Outro caso que recebe atenção especial da Associação é a situação dos residentes em saúde. Hoje doutorando em saúde coletiva na Universidade Federal do Rio de Janeiro (UFRJ), Vinícius se tornou em 2022 o primeiro residente a conduzir a ANPG ao assumir sua direção quando era residente de saúde coletiva no Instituto de Medicina Integral Professor Fernando Figueira (IMIP), em Recife. Por isso, o pernambucano conhece pessoalmente esses problemas.

“Hoje, a nossa principal pauta para os residentes é que a gente acredita que existe uma carga horária muito excessiva, porque são 60 horas semanais. A gente vem pautando que haja uma redução dessa carga horária, sem a redução da bolsa, porque na nossa avaliação, essa redução não vai impactar no itinerário formativo do estudante”, explica Vinicius. 

Por conta da precarização do SUS, essas horas todas vêm servindo, na verdade, “para cobrir a ausência de profissionais nos equipamentos públicos de saúde”, ele avalia. Nas próximas semanas, a ANPG deverá lançar uma outra campanha nacional, concentrada nessa reivindicação dos residentes.

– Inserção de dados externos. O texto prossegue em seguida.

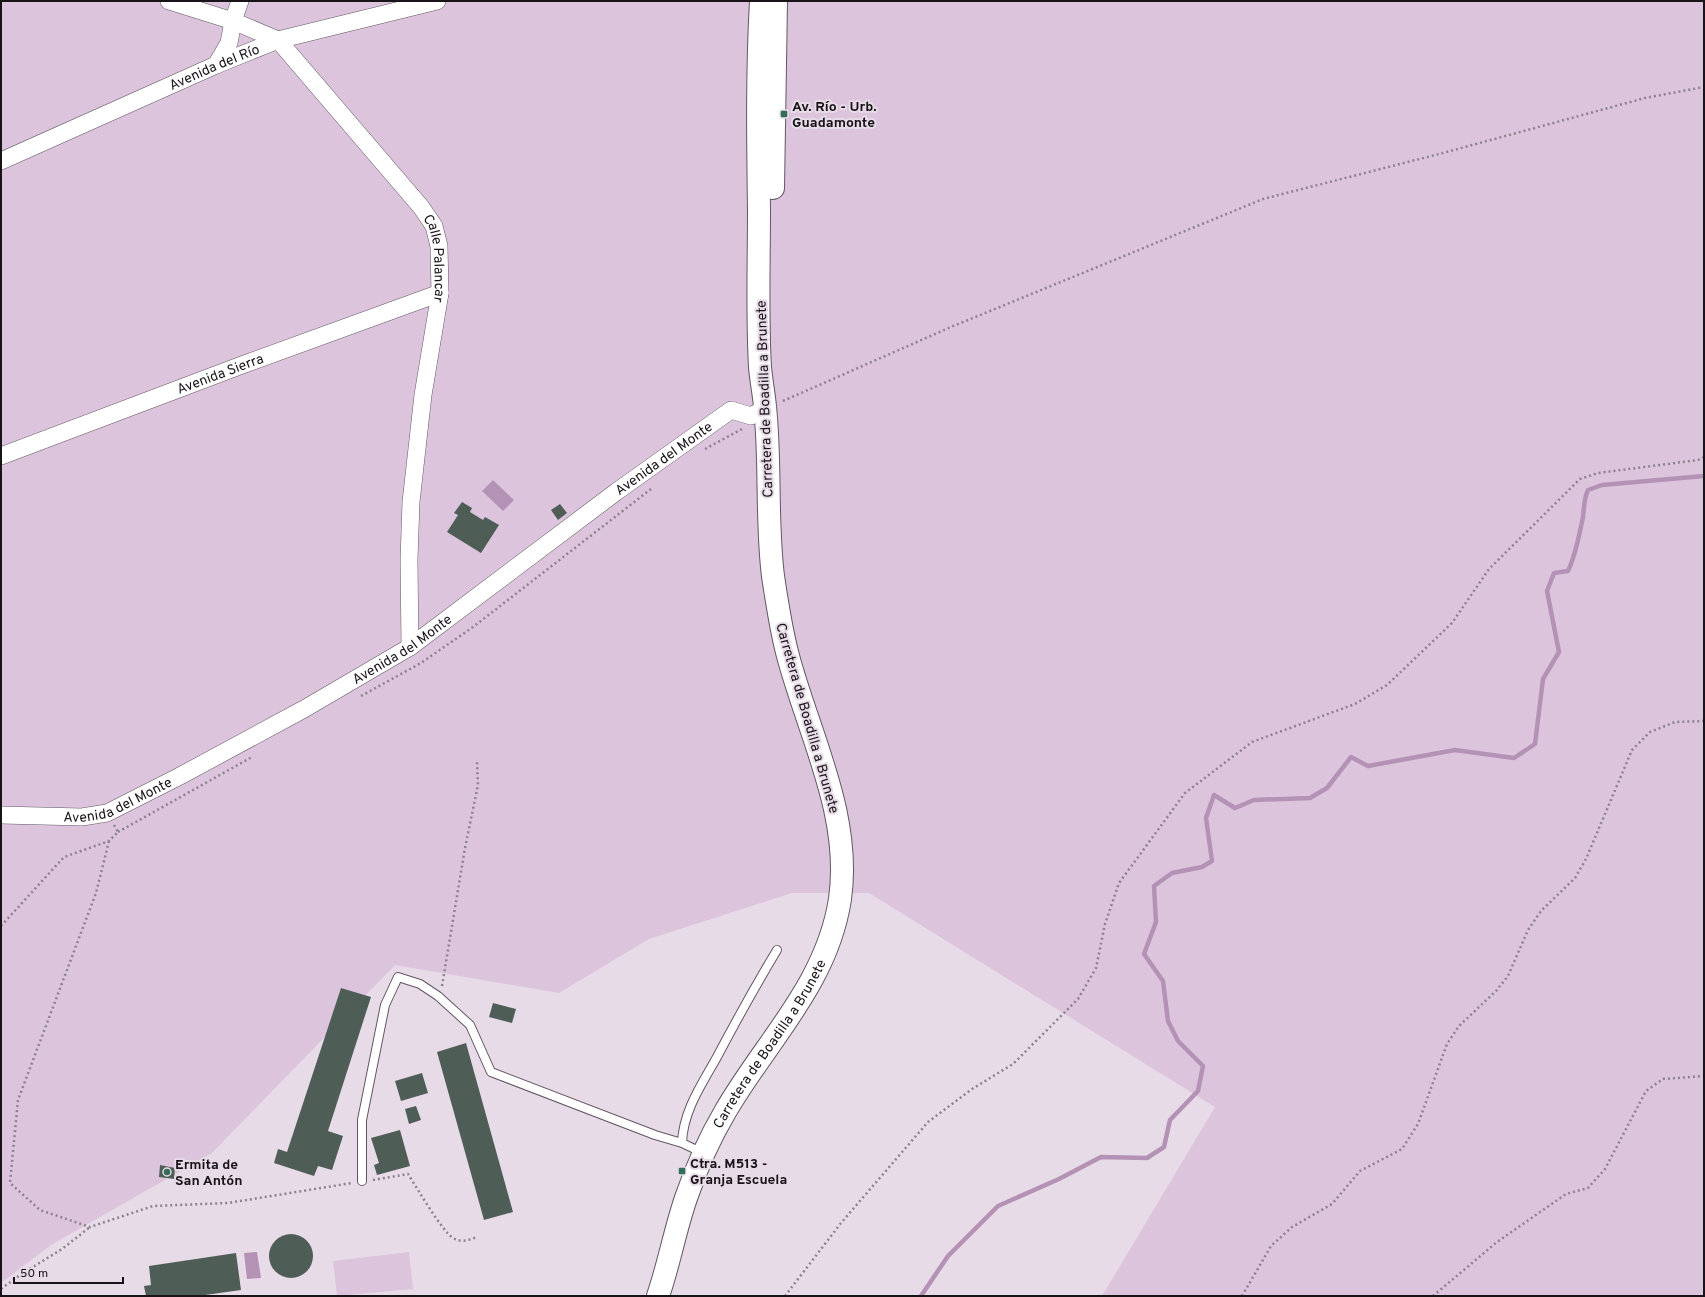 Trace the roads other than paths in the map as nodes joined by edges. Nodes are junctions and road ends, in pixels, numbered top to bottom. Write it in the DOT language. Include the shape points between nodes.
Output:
graph roads {
  1 [pos="169,1"];
  2 [pos="240,1"];
  3 [pos="437,1"];
  4 [pos="754,1"];
  5 [pos="761,1"];
  6 [pos="770,1"];
  7 [pos="776,1"];
  8 [pos="233,21"];
  9 [pos="278,40"];
  10 [pos="216,65"];
  11 [pos="758,133"];
  12 [pos="1,161"];
  13 [pos="773,207"];
  14 [pos="440,293"];
  15 [pos="766,408"];
  16 [pos="1,456"];
  17 [pos="410,647"];
  18 [pos="1,815"];
  19 [pos="777,950"];
  20 [pos="682,1143"];
  21 [pos="704,1153"];
  22 [pos="362,1181"];
  23 [pos="658,1296"];
  1 -- 8 [label="street, Calle Palancar"];
  2 -- 8 [label="street"];
  3 -- 9 [label="street, Avenida del Río"];
  4 -- 11 [label="main road" via="752,98"];
  5 -- 11 [label="main road, Carretera de Boadilla a Brunete"];
  6 -- 13 [label="main road" via="767,178"];
  7 -- 13 [label="main road"];
  8 -- 9 [label="street, Calle Palancar"];
  8 -- 10 [label="street" via="229,43"];
  9 -- 10 [label="street, Avenida del Río"];
  9 -- 14 [label="street, Calle Palancar" via="421,207 434,226 439,246"];
  10 -- 12 [label="street, Avenida del Río"];
  11 -- 15 [label="main road, Carretera de Boadilla a Brunete" via="760,368"];
  13 -- 15 [label="main road" via="772,370"];
  14 -- 16 [label="street, Avenida Sierra"];
  14 -- 17 [label="street, Calle Palancar" via="423,395 411,502 408,560"];
  15 -- 17 [label="street, Avenida del Monte" via="751,416 731,410 616,492"];
  15 -- 21 [label="main road, Carretera de Boadilla a Brunete" via="768,516 779,614 788,658 831,793 837,820 841,851 840,894 837,915 818,969 803,996 725,1111"];
  17 -- 18 [label="street, Avenida del Monte" via="304,709 106,813 82,817"];
  19 -- 20 [label="lane" via="745,1003 688,1110 682,1131"];
  20 -- 21 [label="lane"];
  20 -- 22 [label="lane" via="491,1072 470,1025 438,996 420,984 398,977 385,1005 362,1120"];
  21 -- 23 [label="main road, Carretera de Boadilla a Brunete" via="686,1199"];
}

Uma luta pela reconstrução do Brasil

Nos últimos anos, o perfil do estudante de pós-graduação no Brasil mudou muito – com tendência à popularização. “Hoje, a gente precisa ainda mais de moradia, restaurante universitário, assistência e direitos”, diz Vinícius. A evasão da universidade é um risco não só para o futuro desses jovens, mas para os rumos do país, e a queda da produção científica do Brasil em 2022, no contexto de uma grande precarização da CT&I, deve ser entendida como um sinal de alerta.

Por isso, os pós-graduandos querem convencer o governo Lula e o Congresso Nacional que a garantia dos direitos previdenciários para os cientistas em início de carreira é uma “pauta necessária para a reconstrução do Brasil”. Delegações já visitaram ministérios como o da Previdência Social, do Trabalho, da Educação e da Ciência, Tecnologia e Inovação para apresentar o dossiê da ANPG. Os diretores da entidade também marcaram presença na última reunião do Conselho Nacional de Educação para falar das reivindicações de sua categoria.

No próximo dia 14 de setembro, a ANPG participará de uma audiência pública na Comissão de Educação da Câmara de Deputados em que espera angariar visibilidade e apoio para sua reivindicação.

“A gente precisa, no mínimo, que o Estado brasileiro olhe para a nossa categoria como uma categoria importante para o desenvolvimento nacional e crie essa cesta de direitos básicos”, conclui o presidente da entidade.